Use image-syncer to migrate container images - Container Service for Kubernetes

Background information

Compared with the Kubernetes clusters created and maintained by other cloud providers, ACK is superior in terms of service costs, maintenance expenses, ease-of-use, and long-term stability. A growing number of cloud providers want to migrate their Kubernetes workloads to ACK. If the number of images is small, you can run the docker pull and docker push commands to migrate the images. If you run the commands to migrate more than a hundred images or an image repository that stores TB-level data, the migration process takes a long time and may cause data loss. In this case, the image synchronization capability is required for migrating images between image repositories. The open source tool image-syncer developed by Alibaba Cloud provides this capability and has helped many cloud service providers migrate images. The maximum image repository capacity is larger than 3 TB. The server that runs image-syncer can make full use of the server bandwidth, and no requirement exists for the disk capacity of the server.

image-syncer overview

Image migration and synchronization between image repositories are required to migrate applications from a self-managed Kubernetes cluster to an ACK cluster. The traditional image synchronization method uses a script that contains the docker pull or docker push command and has the following limits:

You must remove existing images from the disks of the server where the destination image repository resides and store the migrated images on these disks. Therefore, this method does not apply to large-scale image migration.
The Docker daemon is required. The Docker daemon limits the number of images that can be pulled or pushed concurrently. As a result, you cannot perform high-concurrency image synchronization.
HTTP API operations are required to implement some features. You cannot synchronize images by using only the Docker CLI. As a result, you must write a complex synchronization script.
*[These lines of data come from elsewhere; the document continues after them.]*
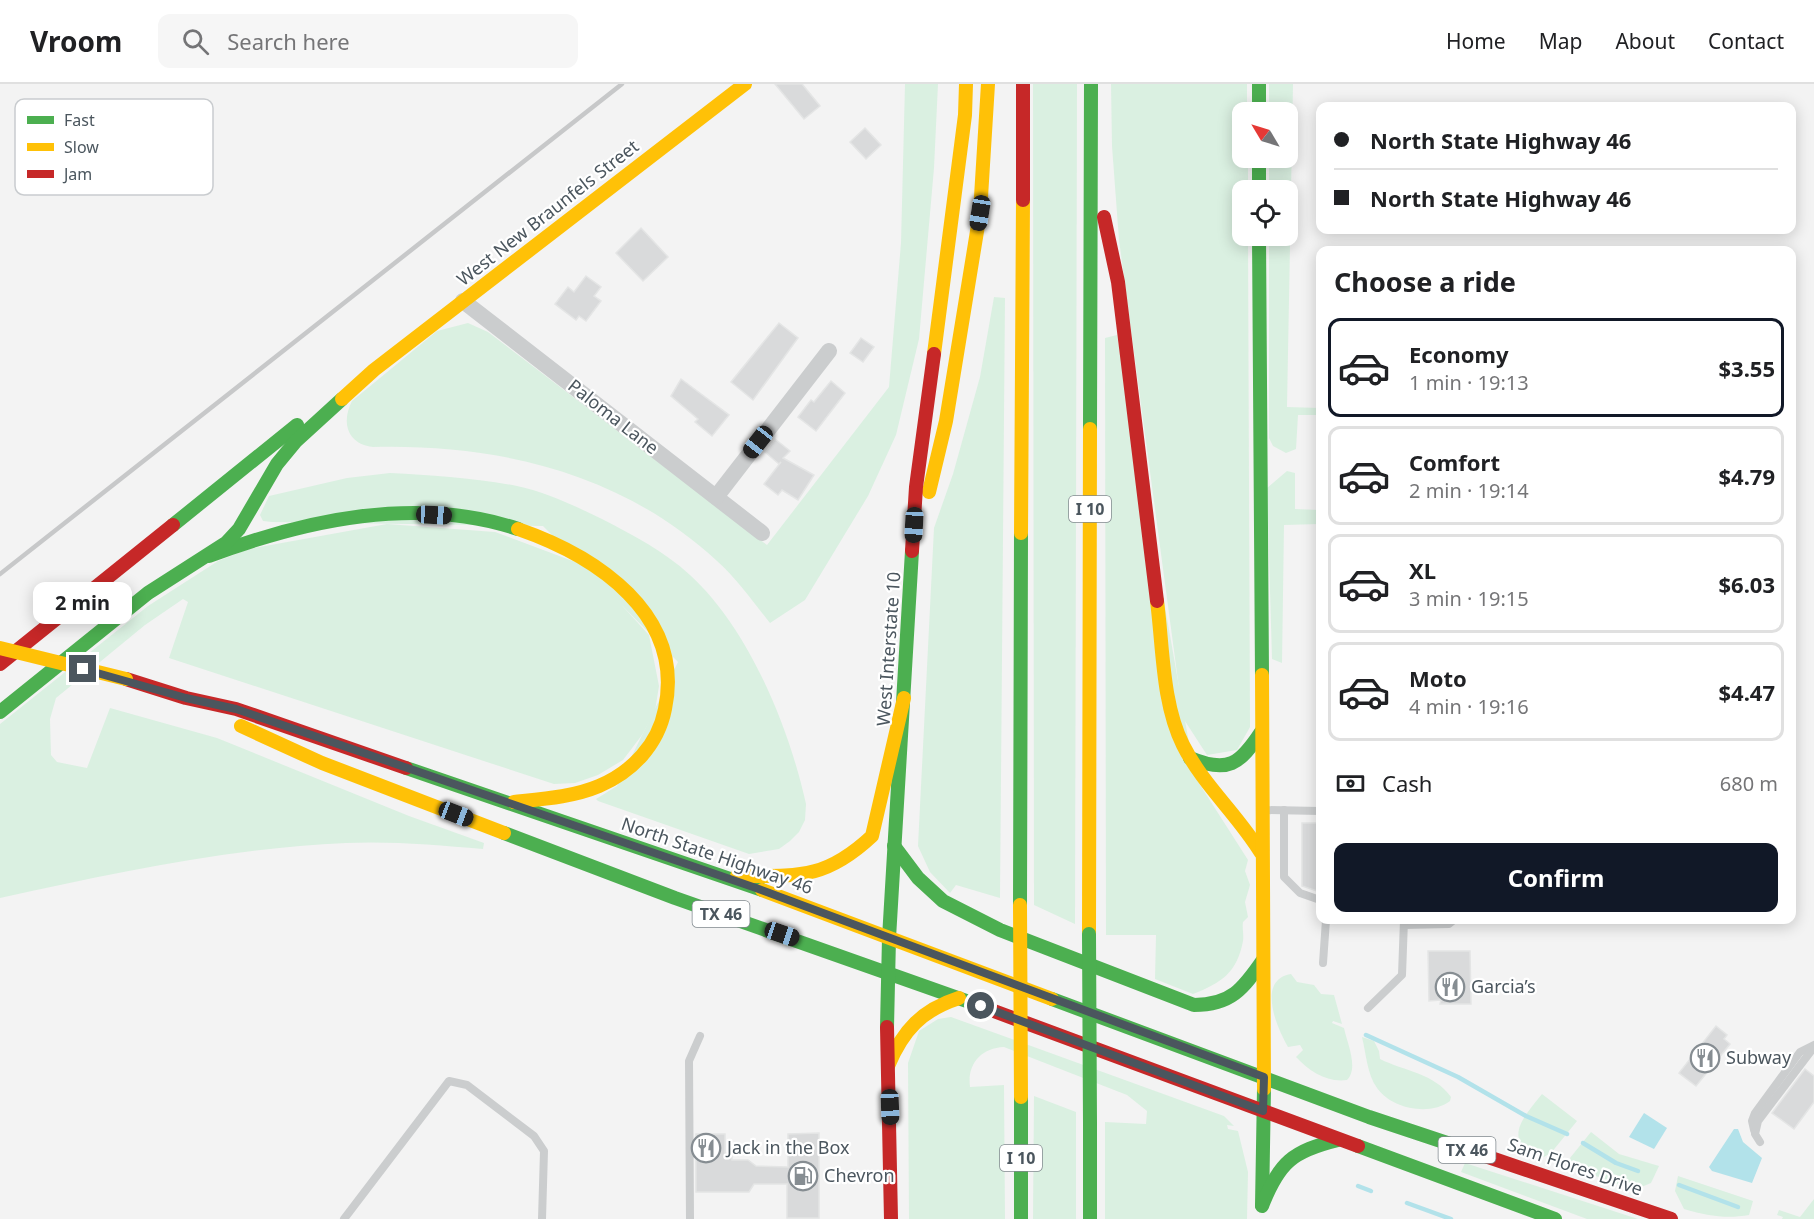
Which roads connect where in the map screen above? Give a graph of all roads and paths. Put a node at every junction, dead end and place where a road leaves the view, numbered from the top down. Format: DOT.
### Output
graph roads {
  1 [pos="744,84"];
  2 [pos="966,84"];
  3 [pos="988,84"];
  4 [pos="1023,84"];
  5 [pos="1091,84"];
  6 [pos="1259,84"];
  7 [pos="1259,102"];
  8 [pos="1091,155"];
  9 [pos="1259,246"];
  10 [pos="463,301"];
  11 [pos="829,351"];
  12 [pos="374,370"];
  13 [pos="716,497"];
  14 [pos="762,533"];
  15 [pos="209,556"];
  16 [pos="913,564"];
  17 [pos="0,648"];
  18 [pos="0,664"];
  19 [pos="186,698"];
  20 [pos="904,698"];
  21 [pos="0,712"];
  22 [pos="1261,732"];
  23 [pos="1190,758"];
  24 [pos="507,802"];
  25 [pos="1261,810"];
  26 [pos="1284,810"];
  27 [pos="1316,811"];
  28 [pos="894,846"];
  29 [pos="1261,859"];
  30 [pos="1284,866"];
  31 [pos="719,876"];
  32 [pos="1316,899"];
  33 [pos="1326,924"];
  34 [pos="1404,924"];
  35 [pos="889,938"];
  36 [pos="1263,960"];
  37 [pos="1323,963"];
  38 [pos="888,972"];
  39 [pos="959,998"];
  40 [pos="1368,1008"];
  41 [pos="700,1036"];
  42 [pos="1814,1046"];
  43 [pos="888,1066"];
  44 [pos="1264,1077"];
  45 [pos="1263,1111"];
  46 [pos="1758,1138"];
  47 [pos="1338,1140"];
  48 [pos="1262,1213"];
  49 [pos="344,1219"];
  50 [pos="542,1219"];
  51 [pos="690,1219"];
  52 [pos="891,1219"];
  53 [pos="1021,1219"];
  54 [pos="1090,1219"];
  55 [pos="1555,1219"];
  56 [pos="1671,1219"];
  1 -- 10 [label="main road, West New Braunfels Street"];
  2 -- 16 [label="main road, West Interstate 10"];
  3 -- 16 [label="main road"];
  4 -- 53 [label="main road, I 10, bridge"];
  5 -- 8 [label="main road, I 10"];
  6 -- 7 [label="main road"];
  8 -- 23 [label="main road"];
  8 -- 54 [label="main road, I 10, bridge"];
  9 -- 22 [label="main road"];
  10 -- 12 [label="main road, West New Braunfels Street"];
  10 -- 13 [label="street, Paloma Lane"];
  11 -- 13 [label="street"];
  12 -- 15 [label="main road, West New Braunfels Street"];
  12 -- 18 [label="main road, West New Braunfels Street"];
  13 -- 14 [label="street, Paloma Lane"];
  15 -- 21 [label="main road"];
  15 -- 24 [label="main road"];
  16 -- 20 [label="main road, West Interstate 10"];
  17 -- 19 [label="main road, North State Highway 46 / TX 46, bridge"];
  19 -- 24 [label="main road, North State Highway 46 / TX 46"];
  19 -- 38 [label="main road, North State Highway 46 / TX 46"];
  20 -- 28 [label="main road, West Interstate 10"];
  20 -- 31 [label="main road"];
  22 -- 23 [label="main road"];
  22 -- 25 [label="main road"];
  23 -- 29 [label="main road"];
  24 -- 31 [label="main road, North State Highway 46 / TX 46"];
  25 -- 26 [label="lane"];
  25 -- 29 [label="main road"];
  26 -- 27 [label="lane"];
  26 -- 30 [label="lane"];
  28 -- 35 [label="main road, West Interstate 10"];
  28 -- 36 [label="main road"];
  29 -- 30 [label="lane"];
  29 -- 36 [label="main road"];
  30 -- 32 [label="lane"];
  31 -- 35 [label="main road, North State Highway 46 / TX 46"];
  33 -- 37 [label="lane"];
  34 -- 40 [label="lane"];
  35 -- 38 [label="main road, West Interstate 10"];
  35 -- 44 [label="main road, North State Highway 46 / TX 46"];
  36 -- 44 [label="main road"];
  38 -- 39 [label="main road, North State Highway 46 / TX 46"];
  38 -- 43 [label="main road, West Interstate 10"];
  39 -- 43 [label="main road"];
  39 -- 45 [label="main road, North State Highway 46 / TX 46"];
  41 -- 51 [label="lane"];
  42 -- 46 [label="lane"];
  43 -- 52 [label="main road, West Interstate 10"];
  44 -- 45 [label="main road"];
  44 -- 56 [label="main road, Sam Flores Drive / TX 46"];
  45 -- 47 [label="main road, TX 46"];
  45 -- 48 [label="main road"];
  47 -- 48 [label="main road"];
  47 -- 55 [label="main road, TX 46"];
  49 -- 50 [label="lane"];
}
image-syncer is an easy-to-use tool for migrating or synchronizing a large number of images at a time. By using image-syncer, you can synchronize Docker images from or to almost all major image repository services based on Docker Registry V2, such as ACR, Docker Hub, Quay.io, and Harbor. This tool has been used to migrate TB-level images in production environments. For more information, see image-syncer.

Features

image-syncer has the following features:

Synchronizes images from multiple source image repositories to multiple destination image repositories.
Supports Docker image repository services based on Docker Registry V2.
For example, image-syncer supports Docker Hub, Quay.io, Alibaba Cloud Container Registry, and Harbor.
Synchronizes images by using only the memory and network resources. Images are not stored on the disks of the server where the destination image repository resides. This improves the synchronization efficiency.
Supports incremental synchronization.
image-syncer uses a file to record the blob information about synchronized images. Therefore, images that have been synchronized are not synchronized again.
Supports concurrent synchronization.
You can modify the number of images that can be concurrently pulled or pushed in the configuration file.
Automatically retries failed synchronization tasks to resolve most image synchronization issues caused by network jitters.
Programs such as the Docker daemon are not required.

By using the image-syncer tool, you can migrate, copy, and perform incremental synchronization of images from an image repository. Make sure that image-syncer can communicate with the source and destination repositories. image-syncer has no requirements on hardware resources. However, the number of images that are concurrently synchronized must be equal to the number of network connections on image-syncer. The memory consumed by image-syncer is less than or equal to the product of the number of images that are concurrently synchronized and the size of the largest image layer. Therefore, the memory of the server that runs image-syncer may be exhausted only if the size of the largest image layer and the number of images that are concurrently synchronized are too large. In addition, image-syncer provides a retransmission mechanism to avoid occasional failures during synchronization. image-syncer counts the number of images that fail to be synchronized when synchronization ends and provides detailed logs to help you locate issues.

Preparations

To use image-syncer, prepare a configuration file. The following code block shows an example of the configuration file:

{
    "auth": {                   // The authentication information field. Each object contains the username and password that are required to access a registry.
                                // In most cases, image-syncer must have permissions to pull images from and access tags in the source registry.
                                // image-syncer must have permissions to push images to and create repositories in the destination registry. If no authentication information is provided for a registry, image-syncer accesses the registry in anonymous mode.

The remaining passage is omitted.